▶ _DATA UNDER STUDY_
++++

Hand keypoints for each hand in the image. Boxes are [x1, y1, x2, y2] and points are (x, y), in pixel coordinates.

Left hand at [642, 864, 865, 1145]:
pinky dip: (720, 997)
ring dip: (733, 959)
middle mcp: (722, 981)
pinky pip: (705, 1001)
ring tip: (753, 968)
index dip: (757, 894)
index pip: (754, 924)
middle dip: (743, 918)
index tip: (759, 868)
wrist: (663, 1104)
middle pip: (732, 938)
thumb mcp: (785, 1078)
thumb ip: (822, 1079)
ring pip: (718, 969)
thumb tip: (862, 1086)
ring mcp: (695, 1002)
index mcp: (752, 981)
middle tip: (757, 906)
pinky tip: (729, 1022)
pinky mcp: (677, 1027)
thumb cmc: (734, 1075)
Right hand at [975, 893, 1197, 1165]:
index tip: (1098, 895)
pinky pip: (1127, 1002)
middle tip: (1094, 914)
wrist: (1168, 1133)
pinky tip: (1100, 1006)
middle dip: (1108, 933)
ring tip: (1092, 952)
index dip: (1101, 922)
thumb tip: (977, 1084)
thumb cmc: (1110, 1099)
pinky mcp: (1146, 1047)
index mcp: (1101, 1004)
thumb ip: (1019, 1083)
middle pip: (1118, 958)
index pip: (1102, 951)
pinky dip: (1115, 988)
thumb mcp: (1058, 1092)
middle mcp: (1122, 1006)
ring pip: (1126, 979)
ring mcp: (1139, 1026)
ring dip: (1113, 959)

++++

▶ _WHAT THIS TASK INVOLVES_
I'd like every line with the string "hand" copied from the listing.

▶ _EXPECTED ANSWER_
Hand keypoints for each hand in the image. Boxes are [x1, y1, x2, y2] and points are (x, y), in pixel coordinates.
Left hand at [642, 864, 865, 1145]:
Right hand at [975, 893, 1197, 1165]:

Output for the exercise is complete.